Our September MFI XLS, with August 31 data, shows total assets increased $104.2 billion to a record $6.007 trillion, after increasing $21.0 billion in July, $20.3 billion in June, $152.7 billion in May, $56.5 billion in April, $345.1 billion in March, $56.0 billion in February, $22.5 billion in January, $70.2 billion in December and $55.4 billion in November. MMFs rose $42.2 billion in October and $1.7 billion last September.

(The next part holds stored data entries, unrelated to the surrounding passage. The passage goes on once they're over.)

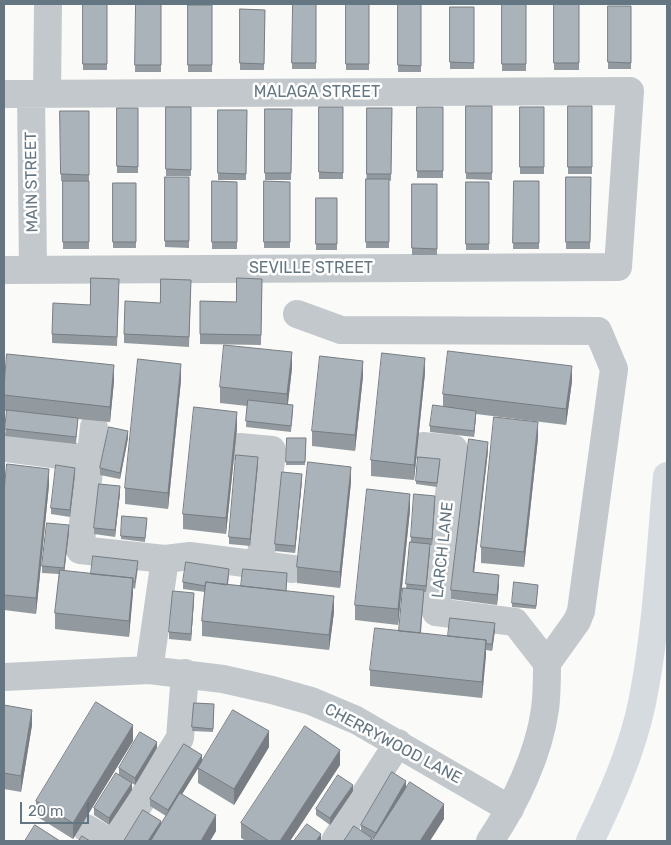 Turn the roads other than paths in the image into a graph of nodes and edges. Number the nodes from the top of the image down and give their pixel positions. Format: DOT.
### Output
graph roads {
  1 [pos="48,4"];
  2 [pos="4,94"];
  3 [pos="39,94"];
  4 [pos="618,266"];
  5 [pos="4,270"];
  6 [pos="32,270"];
  7 [pos="297,314"];
  8 [pos="94,427"];
  9 [pos="424,446"];
  10 [pos="240,447"];
  11 [pos="6,448"];
  12 [pos="90,459"];
  13 [pos="667,476"];
  14 [pos="165,559"];
  15 [pos="260,565"];
  16 [pos="293,569"];
  17 [pos="548,663"];
  18 [pos="149,670"];
  19 [pos="185,674"];
  20 [pos="4,677"];
  21 [pos="398,743"];
  22 [pos="510,809"];
  23 [pos="116,841"];
  24 [pos="335,841"];
  25 [pos="490,841"];
  26 [pos="590,841"];
  1 -- 3 [label="street, MAIN STREET"];
  2 -- 3 [label="street, MALAGA STREET"];
  3 -- 4 [label="street, MALAGA STREET"];
  3 -- 6 [label="street, MAIN STREET"];
  4 -- 6 [label="street, SEVILLE STREET"];
  5 -- 6 [label="street, SEVILLE STREET"];
  7 -- 17 [label="street"];
  8 -- 12 [label="street"];
  9 -- 17 [label="street, LARCH LANE"];
  10 -- 15 [label="street"];
  11 -- 12 [label="street"];
  12 -- 14 [label="street"];
  13 -- 26 [label="highway"];
  14 -- 15 [label="street"];
  14 -- 18 [label="street"];
  15 -- 16 [label="street"];
  17 -- 22 [label="street"];
  18 -- 19 [label="street, CHERRYWOOD LANE"];
  18 -- 20 [label="street, CHERRYWOOD LANE"];
  19 -- 21 [label="street, CHERRYWOOD LANE"];
  19 -- 23 [label="street"];
  21 -- 22 [label="street, CHERRYWOOD LANE"];
  21 -- 24 [label="street"];
  22 -- 25 [label="street"];
} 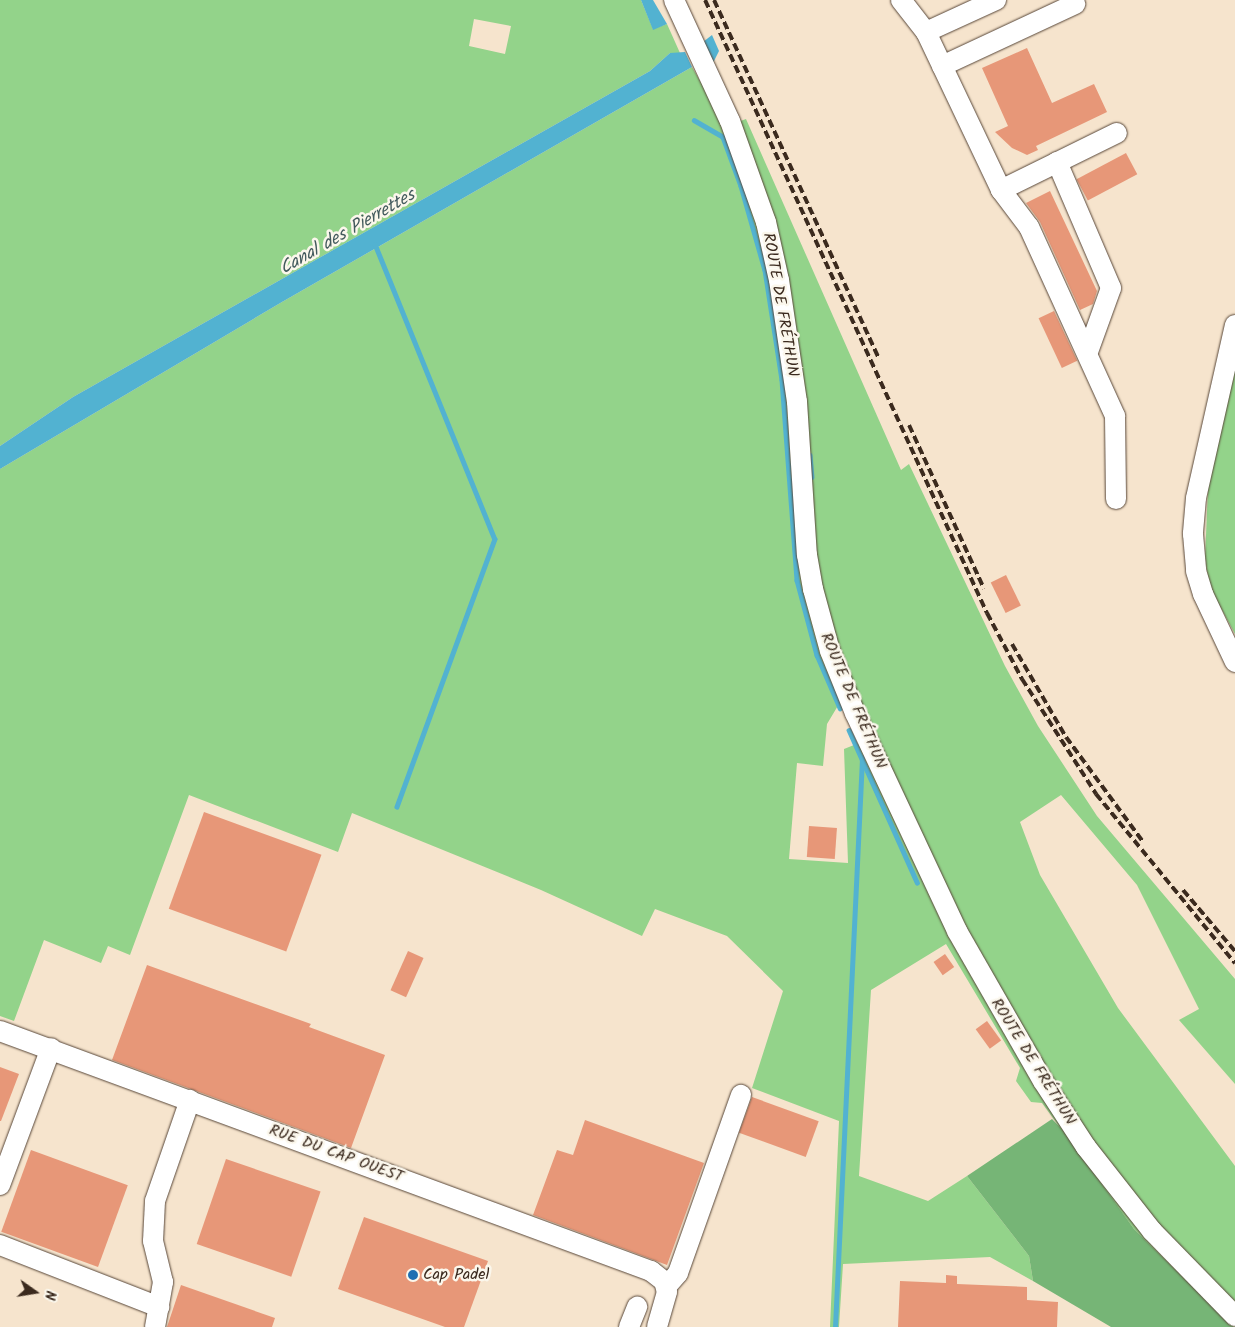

Our broad Crane Money Fund Average 7-Day Yield was up 10 bps to 5.04%, and our Crane 100 Money Fund Index (the 100 largest taxable funds) was up 8 bps to 5.16% in August. On a Gross Yield Basis (7-Day) (before expenses are taken out), the Crane MFA and the Crane 100 both were both higher at 5.31% and 5.24%, respectively. Charged Expenses averaged 0.37% and 0.26% for the Crane MFA and the Crane 100. (We'll revise expenses on Monday once we upload the SEC's Form N-MFP data for 8/31/23.) The average WAM (weighted average maturity) for the Crane MFA was 24 days (unchanged from previous month) and the Crane 100 WAM was also unchanged at 23 days. (See our Crane Index or craneindexes.xlsx history file for more on our averages.)